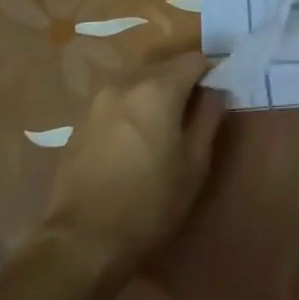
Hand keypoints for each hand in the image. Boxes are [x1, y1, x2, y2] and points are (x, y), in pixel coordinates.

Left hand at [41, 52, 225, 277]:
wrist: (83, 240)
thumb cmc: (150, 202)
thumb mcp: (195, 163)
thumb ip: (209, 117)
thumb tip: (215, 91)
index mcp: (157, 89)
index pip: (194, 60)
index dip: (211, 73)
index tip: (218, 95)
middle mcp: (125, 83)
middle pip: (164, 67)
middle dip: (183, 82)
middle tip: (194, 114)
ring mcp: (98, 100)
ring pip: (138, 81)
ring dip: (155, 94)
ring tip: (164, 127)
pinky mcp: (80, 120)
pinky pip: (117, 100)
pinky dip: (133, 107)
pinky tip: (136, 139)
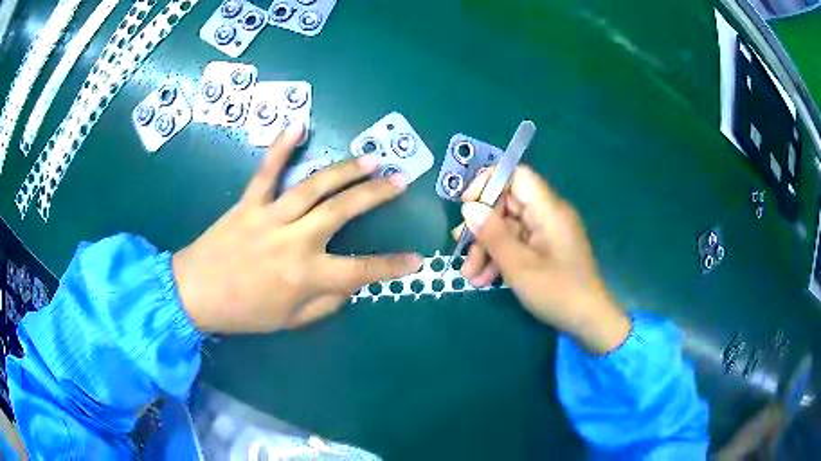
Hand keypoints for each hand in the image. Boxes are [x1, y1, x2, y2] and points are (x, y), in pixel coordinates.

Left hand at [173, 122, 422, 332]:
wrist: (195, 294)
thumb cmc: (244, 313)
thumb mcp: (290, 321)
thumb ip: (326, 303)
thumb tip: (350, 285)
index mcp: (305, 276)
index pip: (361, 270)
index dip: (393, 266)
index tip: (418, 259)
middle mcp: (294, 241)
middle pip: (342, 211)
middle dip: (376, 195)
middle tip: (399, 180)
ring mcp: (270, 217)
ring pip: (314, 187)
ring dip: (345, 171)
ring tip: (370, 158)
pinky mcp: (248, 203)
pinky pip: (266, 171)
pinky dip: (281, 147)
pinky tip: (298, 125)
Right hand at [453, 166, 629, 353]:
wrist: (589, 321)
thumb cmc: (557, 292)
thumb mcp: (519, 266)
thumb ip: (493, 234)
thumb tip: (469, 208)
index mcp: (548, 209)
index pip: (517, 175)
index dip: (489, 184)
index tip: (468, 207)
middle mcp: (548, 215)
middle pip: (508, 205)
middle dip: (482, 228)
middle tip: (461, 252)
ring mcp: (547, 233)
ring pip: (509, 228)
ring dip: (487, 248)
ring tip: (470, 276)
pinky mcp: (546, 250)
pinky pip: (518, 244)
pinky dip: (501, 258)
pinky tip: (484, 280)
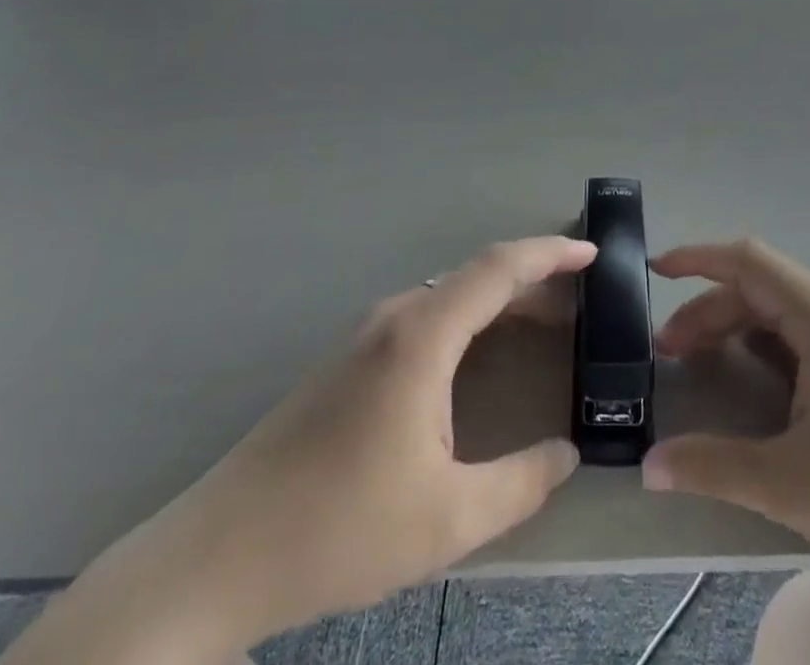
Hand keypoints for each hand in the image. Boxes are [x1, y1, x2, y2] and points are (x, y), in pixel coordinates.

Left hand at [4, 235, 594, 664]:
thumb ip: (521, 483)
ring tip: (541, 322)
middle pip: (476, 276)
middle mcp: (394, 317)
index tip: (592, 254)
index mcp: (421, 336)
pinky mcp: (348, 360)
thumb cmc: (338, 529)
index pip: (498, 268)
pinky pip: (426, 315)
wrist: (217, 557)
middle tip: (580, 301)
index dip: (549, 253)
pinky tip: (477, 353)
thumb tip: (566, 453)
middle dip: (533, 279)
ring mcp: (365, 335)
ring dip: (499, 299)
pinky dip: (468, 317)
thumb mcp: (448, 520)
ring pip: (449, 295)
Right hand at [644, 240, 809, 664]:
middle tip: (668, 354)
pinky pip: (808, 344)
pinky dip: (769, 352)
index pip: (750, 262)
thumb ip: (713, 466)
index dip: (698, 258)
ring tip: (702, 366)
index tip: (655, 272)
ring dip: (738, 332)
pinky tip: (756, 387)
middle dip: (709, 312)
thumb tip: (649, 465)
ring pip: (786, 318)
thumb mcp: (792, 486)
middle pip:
========================================
## [ACTIVITY]
Output only the lines above from the line that holds "pinky dip: (133, 107)" through the line that holds "index tip: (592, 254)", both ends included, and exclude pictures.

## [ANSWER FOR THE TASK]
pinky dip: (133, 107)
pinky tip: (136, 139)
Hand keypoints for each hand in the image. Boxes are [x1, y1, x2, y2] and points are (x, y), in pixel coordinates.

Left hand at [173, 122, 422, 332]:
wrist: (195, 294)
thumb cmc: (244, 313)
thumb mcp: (290, 321)
thumb ip: (326, 303)
thumb tip: (350, 285)
index mcp: (305, 276)
index pip: (361, 270)
index dip: (393, 266)
index tip: (418, 259)
middle mcp: (294, 241)
middle pip: (342, 211)
middle dip: (376, 195)
middle tip: (399, 180)
ring mcp: (270, 217)
ring pip: (314, 187)
ring dip: (345, 171)
ring tip: (370, 158)
pinky mcp: (248, 203)
pinky pip: (266, 171)
pinky dip: (281, 147)
pinky tip: (298, 125)
Right hand at [453, 166, 629, 353]:
wrist: (589, 321)
thumb cmc: (557, 292)
thumb mcp: (519, 266)
thumb ip: (493, 234)
thumb tip: (469, 208)
index mcp: (548, 209)
index pip: (517, 175)
index dip: (489, 184)
index tip: (468, 207)
middle mcp: (548, 215)
middle pip: (508, 205)
middle dip: (482, 228)
middle tip: (461, 252)
ring mcp: (547, 233)
ring pip: (509, 228)
ring dip: (487, 248)
ring tip: (470, 276)
pinky mcp: (546, 250)
pinky pip: (518, 244)
pinky dip: (501, 258)
pinky tip: (484, 280)
Hand keypoints for each hand in the image. Boxes are [x1, y1, x2, y2] and points are (x, y), in pixel coordinates.

Left hand at [4, 235, 594, 664]:
thumb ip: (521, 483)
ring tip: (541, 322)
middle pip: (476, 276)
middle mcp: (394, 317)
index tip: (592, 254)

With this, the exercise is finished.